__Problem description__.
Answer with nothing except the number of lines in the listing that include the word "auto".

──────

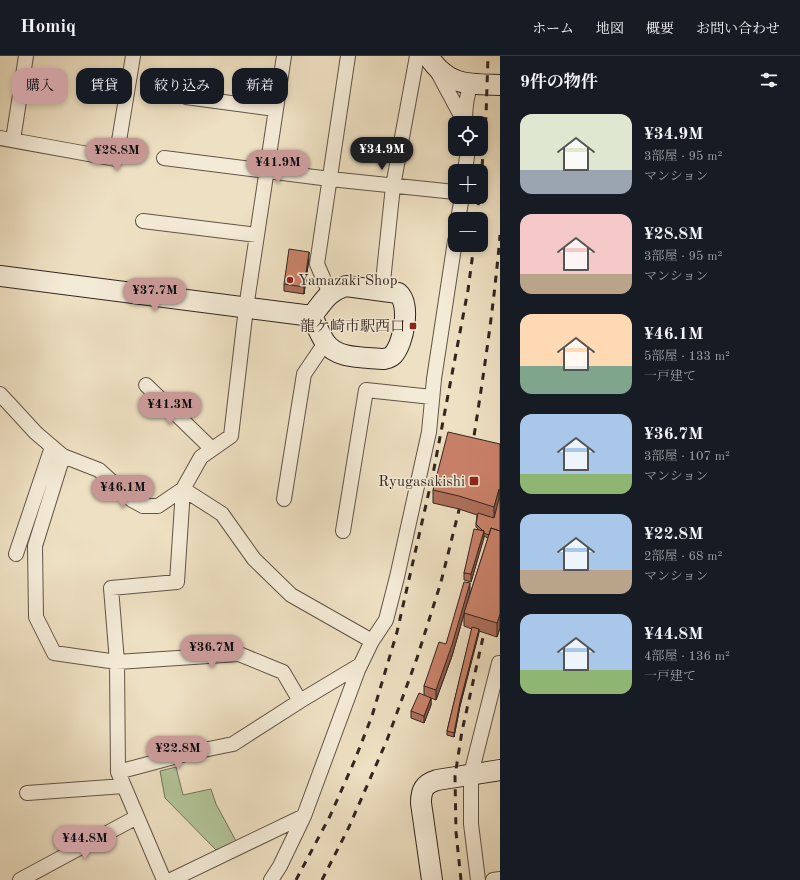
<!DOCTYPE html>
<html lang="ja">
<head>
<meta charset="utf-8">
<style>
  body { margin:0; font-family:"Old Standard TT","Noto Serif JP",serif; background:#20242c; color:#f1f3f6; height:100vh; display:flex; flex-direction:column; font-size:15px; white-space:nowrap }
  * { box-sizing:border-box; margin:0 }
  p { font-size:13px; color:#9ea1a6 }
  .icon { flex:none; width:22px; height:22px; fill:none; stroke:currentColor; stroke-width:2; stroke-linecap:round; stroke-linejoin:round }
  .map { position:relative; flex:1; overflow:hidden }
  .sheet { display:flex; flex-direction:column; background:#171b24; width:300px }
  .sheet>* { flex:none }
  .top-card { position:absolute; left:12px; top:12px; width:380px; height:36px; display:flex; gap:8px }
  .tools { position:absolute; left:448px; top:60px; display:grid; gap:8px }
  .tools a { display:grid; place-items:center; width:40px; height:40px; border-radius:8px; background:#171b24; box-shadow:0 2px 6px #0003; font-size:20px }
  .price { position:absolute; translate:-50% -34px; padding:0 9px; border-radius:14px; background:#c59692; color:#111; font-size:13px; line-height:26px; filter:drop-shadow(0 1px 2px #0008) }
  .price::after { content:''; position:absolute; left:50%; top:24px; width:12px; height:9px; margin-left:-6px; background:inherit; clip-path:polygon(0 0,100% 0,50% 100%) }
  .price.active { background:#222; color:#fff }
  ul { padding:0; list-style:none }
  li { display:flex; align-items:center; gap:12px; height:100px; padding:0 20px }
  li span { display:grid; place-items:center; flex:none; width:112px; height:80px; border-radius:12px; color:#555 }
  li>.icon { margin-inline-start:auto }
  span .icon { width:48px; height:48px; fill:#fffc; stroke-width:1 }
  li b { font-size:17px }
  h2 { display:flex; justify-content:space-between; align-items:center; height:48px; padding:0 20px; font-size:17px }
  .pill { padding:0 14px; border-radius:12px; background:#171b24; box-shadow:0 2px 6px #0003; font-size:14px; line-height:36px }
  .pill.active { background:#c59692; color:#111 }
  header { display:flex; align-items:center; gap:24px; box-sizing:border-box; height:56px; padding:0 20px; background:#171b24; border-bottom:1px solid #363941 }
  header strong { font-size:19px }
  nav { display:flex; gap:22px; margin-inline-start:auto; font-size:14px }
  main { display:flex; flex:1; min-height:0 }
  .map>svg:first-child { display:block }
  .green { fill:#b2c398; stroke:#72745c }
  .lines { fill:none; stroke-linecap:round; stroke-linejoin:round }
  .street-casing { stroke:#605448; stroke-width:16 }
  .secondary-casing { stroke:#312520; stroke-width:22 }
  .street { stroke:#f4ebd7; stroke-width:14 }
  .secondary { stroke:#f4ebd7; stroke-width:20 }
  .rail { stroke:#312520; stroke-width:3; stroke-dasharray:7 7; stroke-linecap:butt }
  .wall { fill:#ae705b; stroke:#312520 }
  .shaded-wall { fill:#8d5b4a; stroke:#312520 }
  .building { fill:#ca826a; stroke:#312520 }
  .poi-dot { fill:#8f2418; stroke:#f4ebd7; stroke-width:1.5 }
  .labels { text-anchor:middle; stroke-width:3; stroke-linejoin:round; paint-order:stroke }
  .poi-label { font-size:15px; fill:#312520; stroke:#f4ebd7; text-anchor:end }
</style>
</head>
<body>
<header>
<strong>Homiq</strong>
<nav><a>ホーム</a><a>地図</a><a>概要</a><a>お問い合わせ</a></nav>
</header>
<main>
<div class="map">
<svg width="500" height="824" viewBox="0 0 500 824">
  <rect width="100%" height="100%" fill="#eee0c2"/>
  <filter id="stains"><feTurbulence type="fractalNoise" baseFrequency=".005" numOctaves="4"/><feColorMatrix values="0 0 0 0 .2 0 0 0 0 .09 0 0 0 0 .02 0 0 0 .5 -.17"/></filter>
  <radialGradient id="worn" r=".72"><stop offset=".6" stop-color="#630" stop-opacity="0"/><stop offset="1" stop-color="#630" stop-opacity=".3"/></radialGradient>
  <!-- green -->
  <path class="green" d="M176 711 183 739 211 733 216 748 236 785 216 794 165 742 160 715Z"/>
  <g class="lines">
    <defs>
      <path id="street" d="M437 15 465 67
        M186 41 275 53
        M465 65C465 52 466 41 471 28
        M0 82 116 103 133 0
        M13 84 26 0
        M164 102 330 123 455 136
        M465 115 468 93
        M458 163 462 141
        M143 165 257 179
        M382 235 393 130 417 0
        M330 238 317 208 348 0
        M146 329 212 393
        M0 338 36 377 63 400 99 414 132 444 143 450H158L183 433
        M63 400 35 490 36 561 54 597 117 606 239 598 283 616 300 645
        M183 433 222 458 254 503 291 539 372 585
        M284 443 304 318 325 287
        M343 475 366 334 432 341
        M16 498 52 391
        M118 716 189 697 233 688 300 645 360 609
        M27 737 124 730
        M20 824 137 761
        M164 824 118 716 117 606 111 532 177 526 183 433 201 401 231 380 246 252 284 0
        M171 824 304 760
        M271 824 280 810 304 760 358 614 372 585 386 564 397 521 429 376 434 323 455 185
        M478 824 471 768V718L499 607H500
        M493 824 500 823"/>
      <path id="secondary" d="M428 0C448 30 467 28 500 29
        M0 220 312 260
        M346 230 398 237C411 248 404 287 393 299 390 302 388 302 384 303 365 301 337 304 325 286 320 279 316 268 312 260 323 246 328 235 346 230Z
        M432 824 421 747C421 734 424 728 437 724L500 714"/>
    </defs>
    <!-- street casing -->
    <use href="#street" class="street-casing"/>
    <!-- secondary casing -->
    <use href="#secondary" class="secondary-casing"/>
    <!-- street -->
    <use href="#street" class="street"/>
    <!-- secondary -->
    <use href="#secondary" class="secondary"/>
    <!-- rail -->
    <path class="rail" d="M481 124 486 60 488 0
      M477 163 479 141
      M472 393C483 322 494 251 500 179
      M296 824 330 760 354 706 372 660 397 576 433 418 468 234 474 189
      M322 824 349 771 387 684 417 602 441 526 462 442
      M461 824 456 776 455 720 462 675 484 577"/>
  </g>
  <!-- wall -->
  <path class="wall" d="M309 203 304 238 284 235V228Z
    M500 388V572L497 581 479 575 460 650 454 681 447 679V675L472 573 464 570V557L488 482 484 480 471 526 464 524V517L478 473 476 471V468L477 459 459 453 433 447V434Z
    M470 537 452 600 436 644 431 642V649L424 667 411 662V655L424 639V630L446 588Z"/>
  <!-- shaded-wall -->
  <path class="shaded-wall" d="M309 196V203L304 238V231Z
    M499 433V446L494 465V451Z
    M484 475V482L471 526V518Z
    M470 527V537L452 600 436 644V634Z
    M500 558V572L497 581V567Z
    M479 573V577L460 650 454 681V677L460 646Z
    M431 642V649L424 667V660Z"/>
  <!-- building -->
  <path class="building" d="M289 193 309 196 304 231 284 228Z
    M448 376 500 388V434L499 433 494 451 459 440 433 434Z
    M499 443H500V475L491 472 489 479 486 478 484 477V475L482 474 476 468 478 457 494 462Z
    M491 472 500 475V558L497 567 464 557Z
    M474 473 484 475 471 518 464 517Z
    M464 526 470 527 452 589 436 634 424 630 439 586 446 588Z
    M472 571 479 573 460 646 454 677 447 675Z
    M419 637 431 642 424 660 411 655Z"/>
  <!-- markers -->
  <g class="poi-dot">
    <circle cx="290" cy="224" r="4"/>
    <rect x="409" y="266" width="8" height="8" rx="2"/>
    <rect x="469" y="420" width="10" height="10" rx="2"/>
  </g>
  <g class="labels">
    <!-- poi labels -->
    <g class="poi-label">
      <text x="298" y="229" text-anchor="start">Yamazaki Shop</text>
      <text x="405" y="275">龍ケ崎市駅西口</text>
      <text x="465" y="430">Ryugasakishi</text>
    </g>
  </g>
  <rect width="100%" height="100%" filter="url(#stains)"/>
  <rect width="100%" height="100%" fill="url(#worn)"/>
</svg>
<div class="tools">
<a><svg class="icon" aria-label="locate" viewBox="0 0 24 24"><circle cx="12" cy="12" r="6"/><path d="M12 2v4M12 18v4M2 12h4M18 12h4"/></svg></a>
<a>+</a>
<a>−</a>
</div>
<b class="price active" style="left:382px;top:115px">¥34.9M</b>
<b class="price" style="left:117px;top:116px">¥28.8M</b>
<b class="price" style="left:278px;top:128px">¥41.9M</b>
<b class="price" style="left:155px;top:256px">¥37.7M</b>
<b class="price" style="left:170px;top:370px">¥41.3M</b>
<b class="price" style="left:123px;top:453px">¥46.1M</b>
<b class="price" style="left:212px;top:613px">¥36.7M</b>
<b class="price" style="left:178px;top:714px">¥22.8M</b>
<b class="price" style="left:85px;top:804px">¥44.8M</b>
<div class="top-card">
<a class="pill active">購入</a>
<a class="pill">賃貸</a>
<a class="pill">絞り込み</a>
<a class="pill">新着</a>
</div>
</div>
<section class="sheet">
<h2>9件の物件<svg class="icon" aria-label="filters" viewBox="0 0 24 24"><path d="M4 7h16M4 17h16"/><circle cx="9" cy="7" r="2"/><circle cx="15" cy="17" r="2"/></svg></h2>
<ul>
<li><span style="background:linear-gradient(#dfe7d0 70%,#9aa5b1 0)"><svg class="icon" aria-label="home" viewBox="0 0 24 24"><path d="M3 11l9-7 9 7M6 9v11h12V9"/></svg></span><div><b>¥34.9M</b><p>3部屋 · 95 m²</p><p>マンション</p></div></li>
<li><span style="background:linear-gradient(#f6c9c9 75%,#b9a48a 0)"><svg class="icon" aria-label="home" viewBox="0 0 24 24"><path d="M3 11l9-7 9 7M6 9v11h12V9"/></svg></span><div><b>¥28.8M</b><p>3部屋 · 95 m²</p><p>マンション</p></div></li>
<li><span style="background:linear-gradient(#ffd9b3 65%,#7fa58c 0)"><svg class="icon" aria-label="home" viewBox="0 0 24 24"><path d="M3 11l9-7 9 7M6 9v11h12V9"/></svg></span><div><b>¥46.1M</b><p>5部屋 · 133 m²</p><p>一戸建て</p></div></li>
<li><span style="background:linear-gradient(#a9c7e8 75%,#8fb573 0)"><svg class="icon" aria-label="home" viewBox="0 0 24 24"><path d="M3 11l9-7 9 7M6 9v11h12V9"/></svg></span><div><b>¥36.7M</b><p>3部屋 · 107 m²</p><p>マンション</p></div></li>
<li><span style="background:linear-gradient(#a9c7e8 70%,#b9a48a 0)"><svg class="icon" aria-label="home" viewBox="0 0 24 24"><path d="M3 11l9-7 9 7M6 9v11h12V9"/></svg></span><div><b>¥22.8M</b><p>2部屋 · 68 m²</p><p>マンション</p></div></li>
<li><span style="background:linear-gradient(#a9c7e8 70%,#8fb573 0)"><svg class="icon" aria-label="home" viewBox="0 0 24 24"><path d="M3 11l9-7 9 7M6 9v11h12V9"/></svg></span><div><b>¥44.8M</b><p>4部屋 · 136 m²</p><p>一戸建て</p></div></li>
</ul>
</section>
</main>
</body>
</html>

──────

__Answer box__.
2